You can buy this keyboard as a stand-alone machine, or as part of a bundle, which I’d definitely recommend. This bundle offers the DGX660, with a permanent piano bench, foot pedal (for damper), a dust cover, songbook, and a practice DVD. You can additionally purchase a foot-pedal unit which attaches directly to the piano bench, offering a soft, sostenuto and a damper pedal, in common with acoustic grand pianos.
- The wide range of instrumental voices make this an excellent instrument for piano players and songwriters alike
- The onboard 6-track recorder allows you to create CD-quality recordings, and export them via a USB stick
- The Portable Grand Piano sounds are clear, warm and deliver bite
- 151 instrumental voices offer a good variety of tonal color and texture to your recordings
- Intelligent accompaniment, offering 200 styles of backing, is excellent for lifting the playing experience to a whole new level
- The microphone input and pre-amp with digital effects are a brilliant feature for aspiring singers, accompanying themselves on the piano
- Additional Bluetooth connectivity offers wireless connection to iOS and Android apps
- Each of the piano sounds is editable, according to Piano Room resonance settings
- The standard unit comes with just a single foot pedal. An optional foot pedal unit, offering three pedals, can be purchased separately
- Some of the instrumental voices in the “orchestral” category are a little electronic sounding
- The accompaniments are “demo” quality, rather than professional studio quality – they don’t sound hugely realistic
If you were to pit the DGX660 against the DGX650, there are many similarities, with a couple of minor differences. The DGX650 has the same keyboard action and build, but 128 note polyphony, while the DGX660 has 192 note polyphony. This means that long, sustained notes may drop out if you exceed 128 simultaneous notes with the DGX650 – but, to be honest, I wouldn’t consider that to be a real deal-breaker because you’re unlikely to really notice unless you’re playing really complex piano music.
The DGX650 has fewer instrumental voices, but again, whether you’re going to miss what you don’t have is a bit of a moot point. In the battle of the Yamaha DGX 650 vs 660, I don’t think there’s a great deal in it.

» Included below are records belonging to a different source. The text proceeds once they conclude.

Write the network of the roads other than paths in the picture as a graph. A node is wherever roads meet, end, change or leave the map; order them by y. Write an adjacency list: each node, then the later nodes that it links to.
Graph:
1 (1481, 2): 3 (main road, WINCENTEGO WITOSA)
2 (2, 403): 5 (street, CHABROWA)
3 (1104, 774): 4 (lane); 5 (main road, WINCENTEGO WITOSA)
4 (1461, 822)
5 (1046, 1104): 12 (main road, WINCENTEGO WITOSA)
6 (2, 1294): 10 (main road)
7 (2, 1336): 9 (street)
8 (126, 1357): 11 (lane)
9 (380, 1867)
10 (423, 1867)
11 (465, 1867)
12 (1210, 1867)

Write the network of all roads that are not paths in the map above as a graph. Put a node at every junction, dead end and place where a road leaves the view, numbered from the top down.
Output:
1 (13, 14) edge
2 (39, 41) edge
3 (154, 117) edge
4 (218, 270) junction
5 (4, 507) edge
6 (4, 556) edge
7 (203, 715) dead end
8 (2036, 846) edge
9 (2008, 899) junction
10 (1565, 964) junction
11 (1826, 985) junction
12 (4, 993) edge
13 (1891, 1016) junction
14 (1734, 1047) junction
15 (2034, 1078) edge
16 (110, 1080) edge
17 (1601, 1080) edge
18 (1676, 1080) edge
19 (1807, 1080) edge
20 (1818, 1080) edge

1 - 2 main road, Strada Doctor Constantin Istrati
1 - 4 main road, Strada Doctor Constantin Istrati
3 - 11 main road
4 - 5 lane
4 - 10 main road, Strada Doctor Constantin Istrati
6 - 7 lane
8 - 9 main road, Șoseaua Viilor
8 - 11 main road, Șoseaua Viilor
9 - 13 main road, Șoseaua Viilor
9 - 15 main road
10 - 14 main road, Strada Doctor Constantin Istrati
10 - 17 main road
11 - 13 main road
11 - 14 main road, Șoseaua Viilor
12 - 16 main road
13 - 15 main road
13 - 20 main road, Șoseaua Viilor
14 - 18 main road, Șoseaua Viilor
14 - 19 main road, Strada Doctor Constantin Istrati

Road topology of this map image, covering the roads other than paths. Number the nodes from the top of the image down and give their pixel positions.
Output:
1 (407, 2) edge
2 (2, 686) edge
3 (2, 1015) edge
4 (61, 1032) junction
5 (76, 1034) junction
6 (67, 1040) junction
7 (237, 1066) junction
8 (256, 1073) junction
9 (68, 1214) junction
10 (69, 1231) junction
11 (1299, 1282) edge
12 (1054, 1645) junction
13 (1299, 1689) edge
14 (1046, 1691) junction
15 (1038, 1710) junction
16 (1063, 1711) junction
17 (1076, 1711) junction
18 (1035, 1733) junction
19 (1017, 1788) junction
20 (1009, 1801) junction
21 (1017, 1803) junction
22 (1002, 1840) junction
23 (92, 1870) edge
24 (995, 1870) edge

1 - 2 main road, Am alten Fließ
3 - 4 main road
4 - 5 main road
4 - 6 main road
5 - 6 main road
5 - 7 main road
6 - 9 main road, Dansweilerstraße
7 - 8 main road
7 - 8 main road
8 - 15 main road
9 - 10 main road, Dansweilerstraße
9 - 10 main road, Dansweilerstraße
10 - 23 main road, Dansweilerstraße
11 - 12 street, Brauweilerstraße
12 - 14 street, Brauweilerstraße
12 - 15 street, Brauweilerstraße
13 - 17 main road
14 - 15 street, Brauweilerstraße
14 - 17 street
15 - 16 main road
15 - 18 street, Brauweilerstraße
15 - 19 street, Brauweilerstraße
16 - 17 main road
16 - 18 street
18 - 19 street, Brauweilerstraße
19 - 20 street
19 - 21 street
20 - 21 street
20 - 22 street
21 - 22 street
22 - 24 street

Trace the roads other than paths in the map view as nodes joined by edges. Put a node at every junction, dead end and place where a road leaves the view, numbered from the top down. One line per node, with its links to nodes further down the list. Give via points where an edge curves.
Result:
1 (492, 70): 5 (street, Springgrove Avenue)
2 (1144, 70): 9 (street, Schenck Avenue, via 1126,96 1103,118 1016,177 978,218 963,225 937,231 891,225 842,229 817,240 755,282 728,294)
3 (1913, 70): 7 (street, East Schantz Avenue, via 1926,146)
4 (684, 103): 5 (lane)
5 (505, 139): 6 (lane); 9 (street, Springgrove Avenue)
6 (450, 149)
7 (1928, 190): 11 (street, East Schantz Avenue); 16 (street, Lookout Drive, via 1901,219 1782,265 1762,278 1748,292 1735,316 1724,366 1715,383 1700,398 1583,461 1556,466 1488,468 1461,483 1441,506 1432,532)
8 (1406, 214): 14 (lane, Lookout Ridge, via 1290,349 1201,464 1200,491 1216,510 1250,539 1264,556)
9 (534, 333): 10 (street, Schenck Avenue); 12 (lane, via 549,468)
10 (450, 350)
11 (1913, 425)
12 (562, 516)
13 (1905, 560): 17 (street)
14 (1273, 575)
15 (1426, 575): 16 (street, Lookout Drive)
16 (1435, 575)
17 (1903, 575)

The Yamaha DGX660 vs P115 is a battle that really crosses the boundary of preference. The Yamaha P115 is a stage piano, designed for the gigging musician – it offers a great selection of realistic grand and electric piano sounds, and is light and portable enough to take out onto the road. The P115 has fewer of the “gimmicky” features of the DGX660, so is considered a professional level instrument, but when you pit the play-feel of the DGX660 against the P115, I think that the 660 wins. The P115, while feeling sturdy and built for long periods of battering and transportation, is a heavier-feel keyboard than the pleasingly light DGX660.
The DGX660 is a perfect companion for the home musician and the learner. It’s a great instrument for developing demo recordings and brilliant for the singer. There are enough features to keep any home player occupied, as well as a range of high-end instrumental sounds that will provide all the instrumental color you’ll need.